Taking your Prednisolone

  • If possible, when you wake up, take your Prednisolone with a cuppa and something to eat. Then snuggle down for an hour or so. This gives the Prednisolone time to work. It works best for most people if taken all at once, as early as possible in the day.

Reducing Prednisolone (Steroid)

  • Unless it is absolutely necessary for clear medical reasons as explained by your doctor do not attempt to reduce your medication while still suffering symptoms.
  • Golden rule: no more than 10% at a time. Most important once you get to 10 mg. Look on your calendar and decide which day you are going to take a drop. Then ensure you have as little as possible to do, preferably nothing, for the next four or five days. If you are going to be busy, choose another day to start the drop. If aches and pains start, wait it out for the four or five days. If the pain subsides, it was steroid withdrawal pains. If they do not subside, it is too soon, go back to the dose you were on and stay there for a while, then try again.
  • Remember the ESR, PV and CRP are only guidelines: other illnesses can make them rise and fall. Not everything can be put down to PMR and or GCA. How you feel is most important.
  • Prednisolone is not a cure, the aim is to get to the lowest dose which enables you to live comfortably. PMR & GCA have a life of their own, they come when they like and go when they are ready.

Other tips

  • If you are prescribed Methotrexate (Steroid sparing agent), make sure you also have Folic acid, but it must not be taken on Mtxe day.
  • Multivitamins usually contain ‘folates’ and if they do, should not be taken on Mtxe day either.
  • Many people on Methotrexate take it on a Friday, if they experience side effects, especially if they work.
  • Buy a Dosset Box for pills. They come in weekly and monthly sizes, with days of the week listed and times for taking medication.
  • When going abroad keep a spare supply of Prednisolone (Steroid), ‘just in case’, in your hold luggage but keep sufficient in your hand-luggage in case your suitcase gets delayed. Vitally important for GCA patients, but also for PMR folk as well, in case of flare or emergence of GCA. Consider taking the BSR/BHPR guidelines with you.
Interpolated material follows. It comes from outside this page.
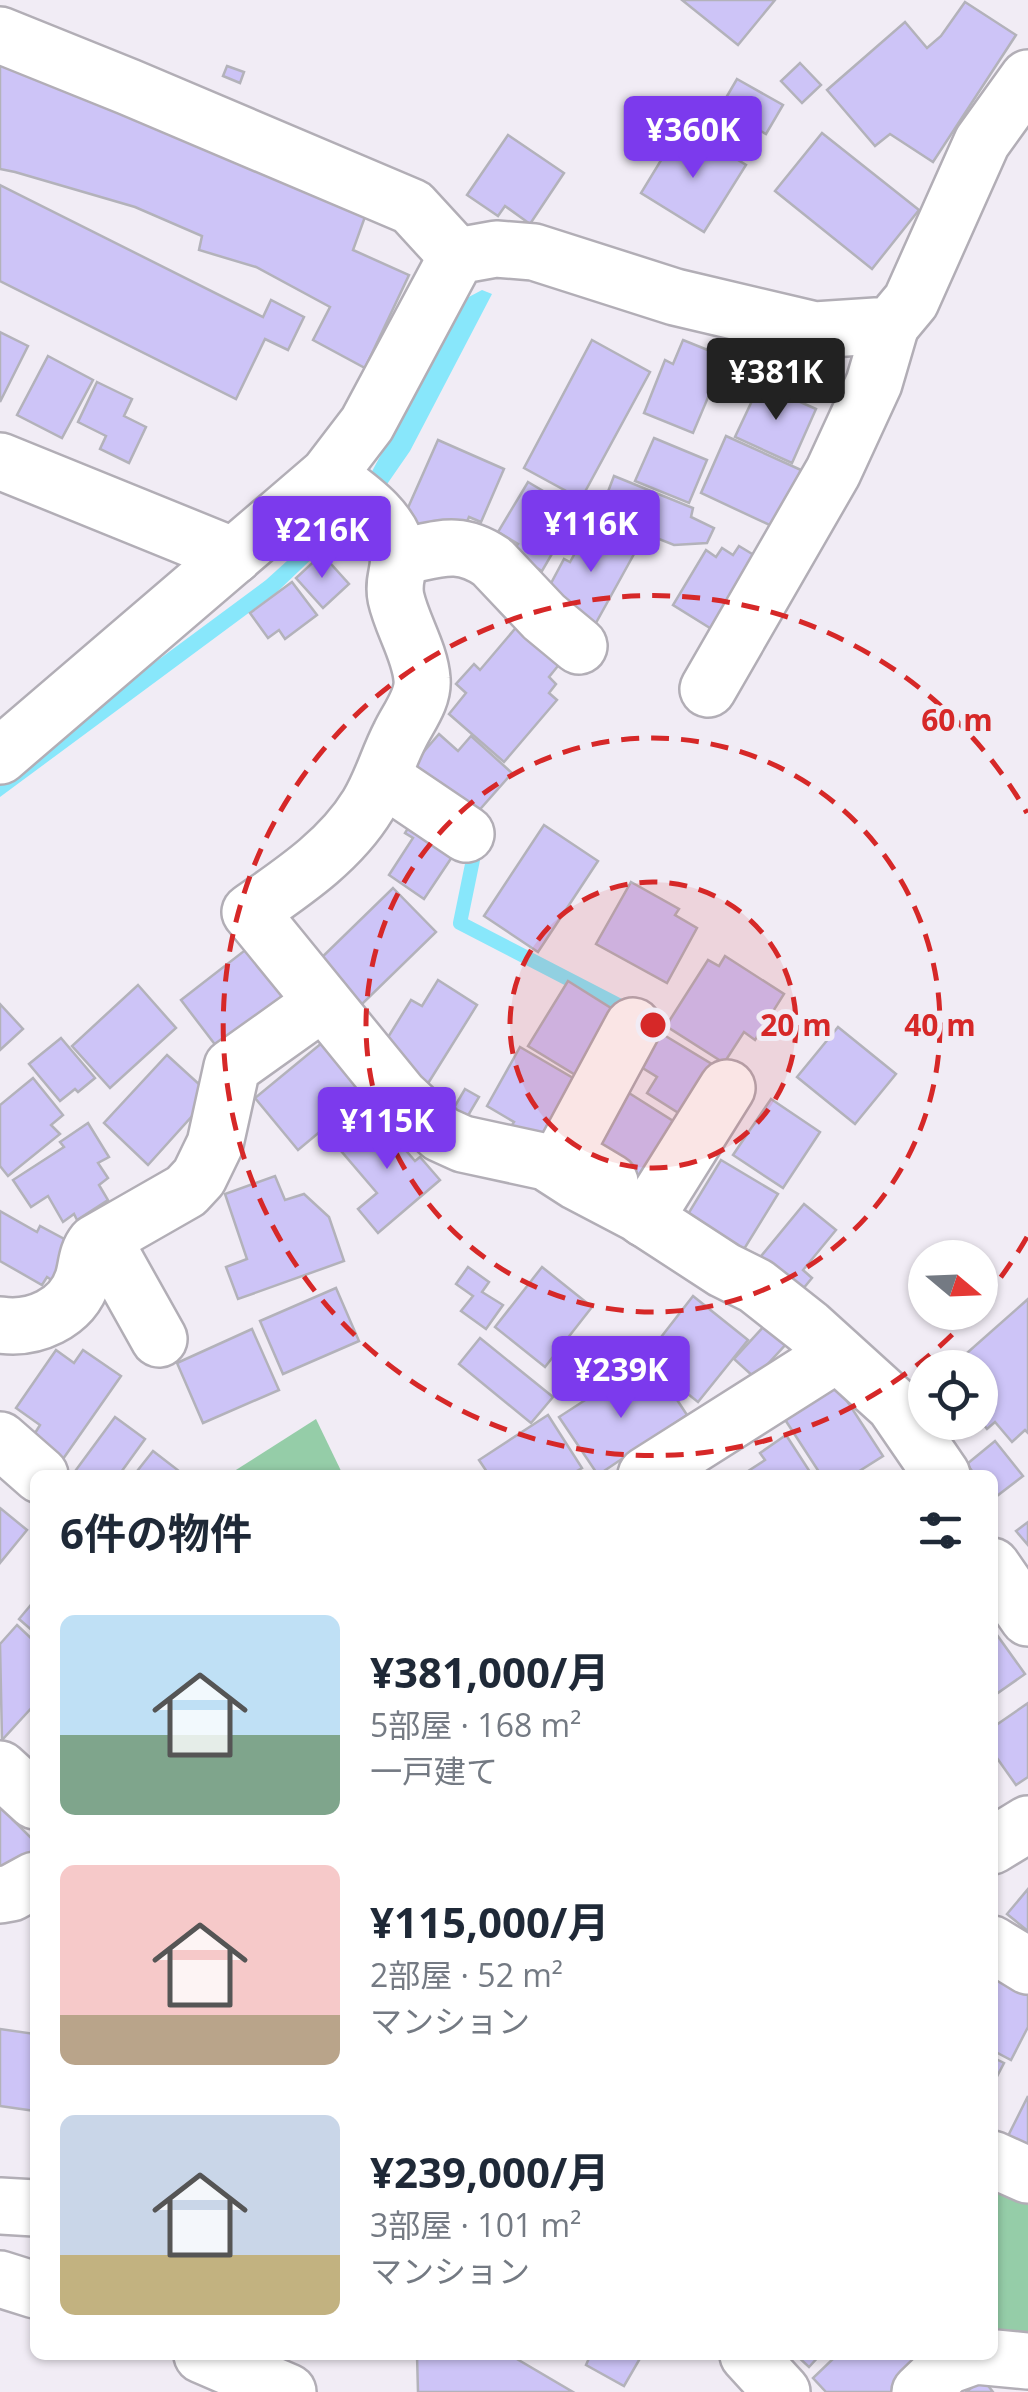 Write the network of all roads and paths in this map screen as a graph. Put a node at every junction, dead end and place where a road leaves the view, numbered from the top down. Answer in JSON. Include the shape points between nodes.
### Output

Please see Research and clinical guidelines page (translated into local language as well as English – see
  • Read the paper that comes with your prescription.
  • If you experience any side effect, tell your GP and fill in the Yellow report form available from your Chemist.
  • Always carry a card/booklet or wear a medicalert bracelet that says you are taking steroids.
  • PMR patients should have an annual eye check as Prednisolone (Steroid) can increase risk of cataracts. GCA patients should have six-monthly eye checks. Discuss with Consultant or GP.
  • Don't forget to let your dentist, optician or other medical practitioner know about ALL the medication you take, including over-the-counter supplements.
  • Learn to say ‘no’ when necessary. Just because you may look well, doesn’t mean you are well.
  • And anyone who says, ‘I wouldn’t be taking those tablets if I were you’ and ‘don’t you look well’ can either be smiled at sweetly or (preferably) given a good smack.
  • Put ICE (In Case of Emergency) into your mobile phone with the telephone number of who should be contacted. Emergency services will look for this first rather than trying to guess.
  • Think about the Lion's "Message in a Bottle" system. Follow THIS LINK for detail


Remember you are a person not a patient. PMR and GCA cannot change that fact.